L'islamophobie représentait une grosse partie du travail de signalement, les domaines les plus concernés étant ceux des médias (réseaux sociaux compris), de l'emploi et du travail. "37% des répondants maghrébins et 17% des répondants turcs de Belgique ont indiqué qu'ils avaient été harcelés au cours des 12 mois précédant l'enquête".
Enfin, le rapport évoque le cas de la romaphobie. Ici, les domaines pointés du doigt sont ceux des médias, des biens et services, de la police et de la justice. "13 % des Gens du voyage et 16 % des Roms en Belgique ont été victimes de discours de haine (tels que des remarques offensantes dans la rue ou en ligne) au cours des 12 mois précédant l'enquête. La plupart des incidents n'ont été signalés nulle part".
Un plan interfédéral contre le racisme qui se fait attendre
Face à ces phénomènes, l'Unia montre son impatience vis-à-vis des autorités. "Nous attendons toujours un plan interfédéral de lutte contre le racisme", écrit-elle tout en relevant le retard pris par l'État depuis ses premiers engagements en la matière. "La Belgique s’y est engagée à la Conférence mondiale de Durban consacrée au racisme, à la discrimination raciale et à la xénophobie en … 2001 !".

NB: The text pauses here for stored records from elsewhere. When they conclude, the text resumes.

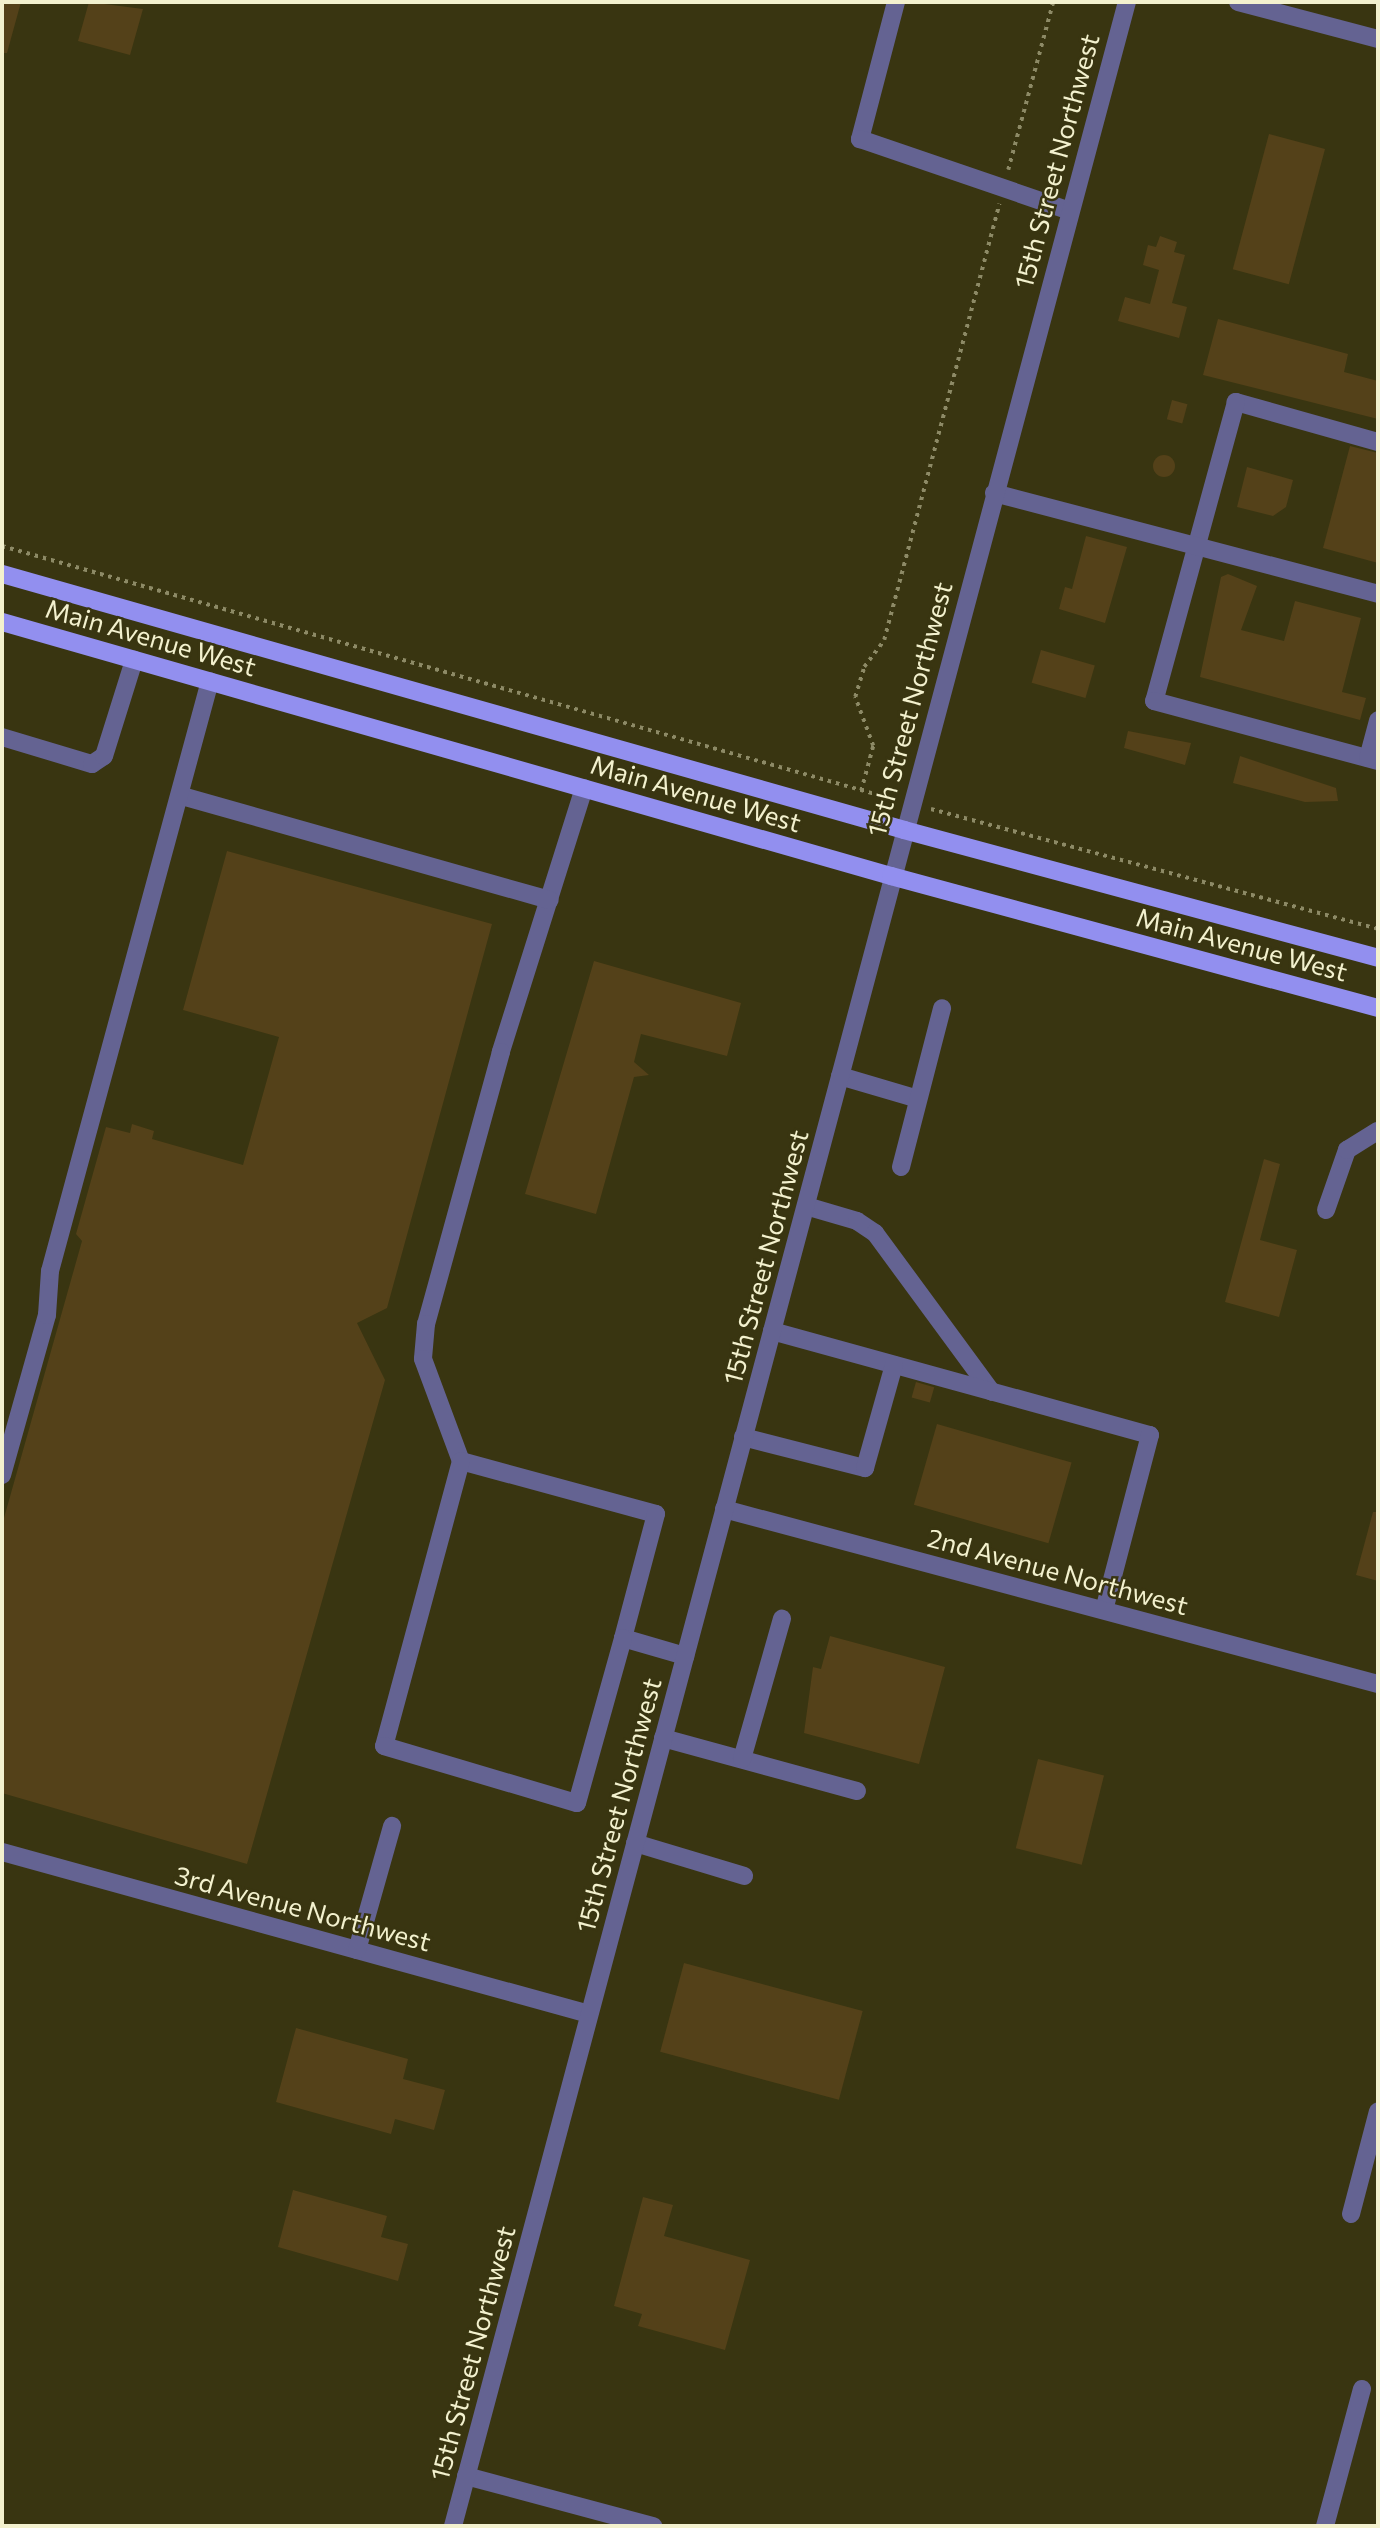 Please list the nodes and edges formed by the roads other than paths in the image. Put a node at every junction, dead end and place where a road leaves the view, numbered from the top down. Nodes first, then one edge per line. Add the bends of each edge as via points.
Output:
1 (896, 2) edge
2 (1127, 2) edge
3 (1238, 2) edge
4 (1378, 39) edge
5 (1070, 211) junction
6 (1378, 442) edge
7 (993, 493) junction
8 (1197, 544) junction
9 (2, 574) edge
10 (1378, 594) edge
11 (2, 622) edge
12 (134, 660) junction
13 (210, 681) junction
14 (1378, 720) edge
15 (2, 737) edge
16 (1373, 759) edge
17 (584, 788) junction
18 (182, 796) junction
19 (904, 830) junction
20 (891, 876) junction
21 (550, 900) junction
22 (1378, 958) edge
23 (942, 1008) dead end
24 (1378, 1008) edge
25 (840, 1076) junction
26 (918, 1099) junction
27 (1378, 1131) edge
28 (901, 1167) dead end
29 (806, 1206) junction
30 (1326, 1210) dead end
31 (772, 1331) junction
32 (894, 1365) junction
33 (992, 1392) junction
34 (744, 1437) junction
35 (461, 1461) junction
36 (2, 1475) edge
37 (724, 1509) junction
38 (1104, 1611) junction
39 (782, 1619) dead end
40 (623, 1638) junction
41 (685, 1656) junction
42 (1378, 1684) edge
43 (663, 1738) junction
44 (742, 1759) junction
45 (858, 1791) dead end
46 (391, 1826) dead end
47 (635, 1843) junction
48 (2, 1852) edge
49 (744, 1876) dead end
50 (357, 1950) junction
51 (589, 2014) junction
52 (1378, 2111) edge
53 (1351, 2214) dead end
54 (1362, 2389) dead end
55 (466, 2476) junction
56 (602, 2520) edge
57 (453, 2526) edge
58 (653, 2526) edge
59 (1325, 2526) edge

1 - 5 street via 860,139 1002,192
2 - 5 street, 15th Street Northwest
3 - 4 street
5 - 7 street, 15th Street Northwest
6 - 8 street via 1236,402
7 - 8 street
7 - 19 street, 15th Street Northwest
8 - 10 street
8 - 16 street via 1154,701
9 - 19 main road, Main Avenue West
11 - 12 main road, Main Avenue West
12 - 13 main road, Main Avenue West
12 - 15 street via 104,756 92,764
13 - 17 main road, Main Avenue West
13 - 18 street
14 - 16 street
17 - 20 main road, Main Avenue West
17 - 21 street
18 - 21 street
18 - 36 street via 50,1271 47,1314
19 - 20 street, 15th Street Northwest
19 - 22 main road, Main Avenue West
20 - 24 main road, Main Avenue West
20 - 25 street, 15th Street Northwest
21 - 35 street via 501,1052 426,1324 423,1360
23 - 26 street
25 - 26 street
25 - 29 street, 15th Street Northwest
26 - 28 street
27 - 30 street via 1347,1150
29 - 31 street, 15th Street Northwest
29 - 33 street via 857,1221 875,1233
31 - 32 street
31 - 34 street, 15th Street Northwest
32 - 33 street
32 - 34 street via 865,1468
33 - 38 street via 1150,1435
34 - 37 street, 15th Street Northwest
35 - 40 street via 656,1514
35 - 40 street via 384,1746 577,1803
37 - 38 street, 2nd Avenue Northwest
37 - 41 street, 15th Street Northwest
38 - 42 street, 2nd Avenue Northwest
39 - 44 street
40 - 41 street
41 - 43 street, 15th Street Northwest
43 - 44 street
43 - 47 street, 15th Street Northwest
44 - 45 street
46 - 50 street
47 - 49 street
47 - 51 street, 15th Street Northwest
48 - 50 street, 3rd Avenue Northwest
50 - 51 street, 3rd Avenue Northwest
51 - 55 street, 15th Street Northwest
52 - 53 street
54 - 59 street
55 - 56 street
55 - 57 street, 15th Street Northwest
56 - 58 street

L'institution félicite néanmoins les niveaux de pouvoir qui ont développé un plan anti-racisme, "comme Bruxelles et le fédéral". "Mais ce n’est pas suffisant", prévient-elle en pointant la nécessité d'une concertation entre les régions. En 2021, les ministres concernés s'étaient réunis et le projet semblait enfin sur les rails. Depuis, il se fait toujours attendre. "Où reste ce plan ? Où est-ce que ça coince ? Et pourquoi le processus prend-il autant de temps ?", se demande l'Unia. "Nous voulons à tout prix éviter que les accords passés et le travail déjà accompli ne soient remis en question [...] L’idée d’un front commun uni dans la lutte contre le racisme pourrait laisser place au chacun pour soi et à la moindre ambition. Les risques d’enlisement sont réels", s'inquiète son directeur, Patrick Charlier qui demande à ce que ce processus reprenne. "Il en va de la crédibilité de ce plan attendu depuis maintenant plus de 20 ans".